Lou Jiwei, chairman of China Investment Corp. [file photo] |
China Investment Corp (CIC), a $300 billion sovereign wealth fund based in Beijing, filed its first quarterly disclosure on US equity holdings, reporting that it owned stocks valued at $9.63 billion as of Dec 31.
The fund last Friday filed what's known as a Form 13F, which the US Securities and Exchange Commission requires from all institutional investment managers with more than $100 million of US equities. Other sovereign wealth funds have begun filing such reports amid calls for more disclosure.
CIC, created in September 2007 through a $200 billion allocation of China's reserves, began stockpiling cash in US money-market funds after initial investments in companies such as Morgan Stanley and BlackRock Inc declined in value. The filing last Friday shows that CIC has resumed investing in US equities, primarily through index funds rather than individual stocks.

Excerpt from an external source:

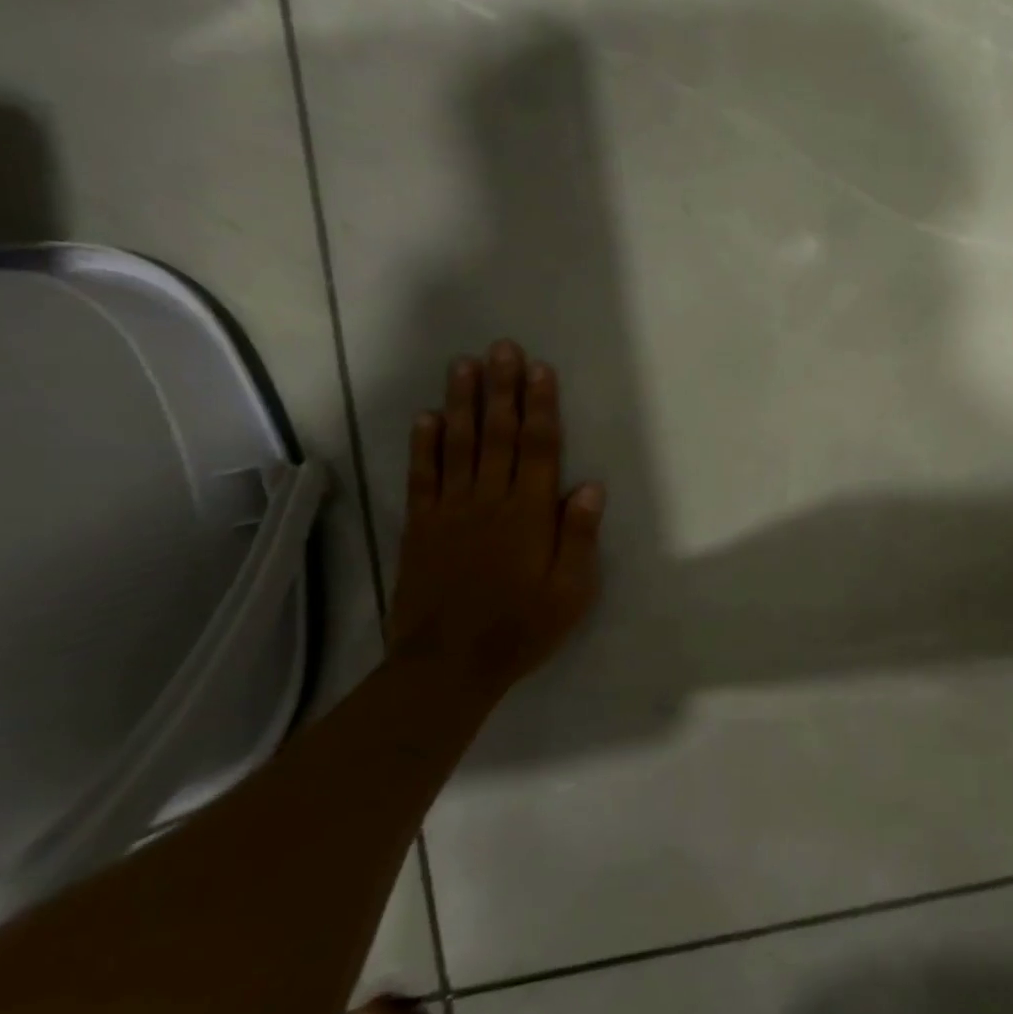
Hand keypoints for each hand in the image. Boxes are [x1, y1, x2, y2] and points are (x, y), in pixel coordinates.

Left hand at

"China is diversifying among different US dollar-denominated assets," said Rachel Ziemba, a senior analyst at Roubini Global Economics LLC in New York, which researches sovereign wealth funds. "What we are seeing is a way to quickly gain exposure to these markets rather than doing a lot of due diligence" on individual companies.
China, the biggest foreign holder of US government debt, trimmed its holdings of Treasuries by $9.3 billion to about $789.6 billion during November, the largest cut in five months. CIC invested about $10 billion in commodity producers worldwide during the second half of last year, according to data compiled by Bloomberg.
The SEC requires managers to report all holdings in stocks that trade on US exchanges, as well as options and convertible debt. The reports must be filed within 45 days of the end of each quarter.
Morgan Stanley, BlackRock
According to CIC's report, three previously disclosed investments now comprise about 63 percent of its US holdings. These include a $1.77 billion stake in Morgan Stanley, the New York-based securities firm; a $3.54 billion interest in Teck Resources Ltd, Canada's largest diversified mining company; and $714 million of stock in BlackRock, a New York firm that is the world's largest money manager.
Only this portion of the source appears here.